GIVEN INFORMATION: Begin

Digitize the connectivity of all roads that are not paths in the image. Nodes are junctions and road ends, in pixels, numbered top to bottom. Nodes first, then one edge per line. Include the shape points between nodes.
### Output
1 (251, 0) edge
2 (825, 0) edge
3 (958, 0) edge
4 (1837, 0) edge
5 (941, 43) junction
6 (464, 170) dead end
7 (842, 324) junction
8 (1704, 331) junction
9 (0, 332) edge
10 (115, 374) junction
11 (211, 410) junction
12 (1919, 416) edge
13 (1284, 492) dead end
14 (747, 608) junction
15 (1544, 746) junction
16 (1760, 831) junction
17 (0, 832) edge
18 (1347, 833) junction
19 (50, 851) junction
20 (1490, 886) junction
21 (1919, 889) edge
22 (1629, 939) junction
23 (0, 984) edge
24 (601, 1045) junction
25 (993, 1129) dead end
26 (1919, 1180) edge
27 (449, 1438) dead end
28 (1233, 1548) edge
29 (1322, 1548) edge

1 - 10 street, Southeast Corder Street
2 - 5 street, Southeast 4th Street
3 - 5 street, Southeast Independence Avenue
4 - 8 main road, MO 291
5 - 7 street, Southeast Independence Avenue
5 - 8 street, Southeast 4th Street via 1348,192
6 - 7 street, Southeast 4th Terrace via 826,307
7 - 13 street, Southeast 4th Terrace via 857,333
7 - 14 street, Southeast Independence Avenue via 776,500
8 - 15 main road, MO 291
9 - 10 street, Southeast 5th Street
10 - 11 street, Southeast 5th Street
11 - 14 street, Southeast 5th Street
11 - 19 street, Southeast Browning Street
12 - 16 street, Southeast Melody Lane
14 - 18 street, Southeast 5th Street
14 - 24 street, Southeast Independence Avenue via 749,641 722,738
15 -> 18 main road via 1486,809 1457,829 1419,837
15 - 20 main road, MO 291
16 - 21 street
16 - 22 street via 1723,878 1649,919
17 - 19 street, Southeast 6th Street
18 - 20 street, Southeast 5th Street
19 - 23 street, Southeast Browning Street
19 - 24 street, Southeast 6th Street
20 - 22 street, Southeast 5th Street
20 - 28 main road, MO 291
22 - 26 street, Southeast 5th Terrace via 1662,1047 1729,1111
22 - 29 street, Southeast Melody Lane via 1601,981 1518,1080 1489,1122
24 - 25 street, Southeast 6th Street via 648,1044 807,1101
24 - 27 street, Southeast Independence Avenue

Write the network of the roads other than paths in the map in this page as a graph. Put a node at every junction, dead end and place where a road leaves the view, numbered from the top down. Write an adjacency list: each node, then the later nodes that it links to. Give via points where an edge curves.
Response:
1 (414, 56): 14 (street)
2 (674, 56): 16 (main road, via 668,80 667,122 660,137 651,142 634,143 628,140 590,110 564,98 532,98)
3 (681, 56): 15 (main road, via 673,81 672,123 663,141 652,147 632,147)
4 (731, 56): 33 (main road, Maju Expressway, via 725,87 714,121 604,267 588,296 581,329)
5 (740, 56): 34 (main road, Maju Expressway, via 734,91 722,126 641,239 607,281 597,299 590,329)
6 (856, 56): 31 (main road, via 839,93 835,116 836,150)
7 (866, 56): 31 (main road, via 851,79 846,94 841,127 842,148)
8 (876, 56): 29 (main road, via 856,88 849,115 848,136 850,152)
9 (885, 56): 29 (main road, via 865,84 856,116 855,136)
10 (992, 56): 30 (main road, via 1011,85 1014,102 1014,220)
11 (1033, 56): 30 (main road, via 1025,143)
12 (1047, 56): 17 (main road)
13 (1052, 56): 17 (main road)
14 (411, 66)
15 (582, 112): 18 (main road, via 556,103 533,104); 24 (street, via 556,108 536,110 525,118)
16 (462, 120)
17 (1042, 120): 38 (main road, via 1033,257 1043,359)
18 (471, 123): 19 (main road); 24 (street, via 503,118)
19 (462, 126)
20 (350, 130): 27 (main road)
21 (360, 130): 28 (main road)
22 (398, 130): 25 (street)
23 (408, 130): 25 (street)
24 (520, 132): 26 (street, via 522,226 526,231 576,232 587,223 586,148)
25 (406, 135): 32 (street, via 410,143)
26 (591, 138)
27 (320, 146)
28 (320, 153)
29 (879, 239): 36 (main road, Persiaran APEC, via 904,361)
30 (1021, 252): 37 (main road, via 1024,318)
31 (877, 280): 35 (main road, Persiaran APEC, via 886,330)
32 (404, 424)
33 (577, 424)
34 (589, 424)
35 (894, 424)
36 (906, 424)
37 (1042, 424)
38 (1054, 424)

GIVEN INFORMATION: End

▸ WHAT IS EXPECTED
Retrieve each line from the records above where the word "numbered" occurs.

▸ RESULT FOR THIS EXERCISE
Digitize the connectivity of all roads that are not paths in the image. Nodes are junctions and road ends, in pixels, numbered top to bottom. Nodes first, then one edge per line. Include the shape points between nodes.
Write the network of the roads other than paths in the map in this page as a graph. Put a node at every junction, dead end and place where a road leaves the view, numbered from the top down. Write an adjacency list: each node, then the later nodes that it links to. Give via points where an edge curves.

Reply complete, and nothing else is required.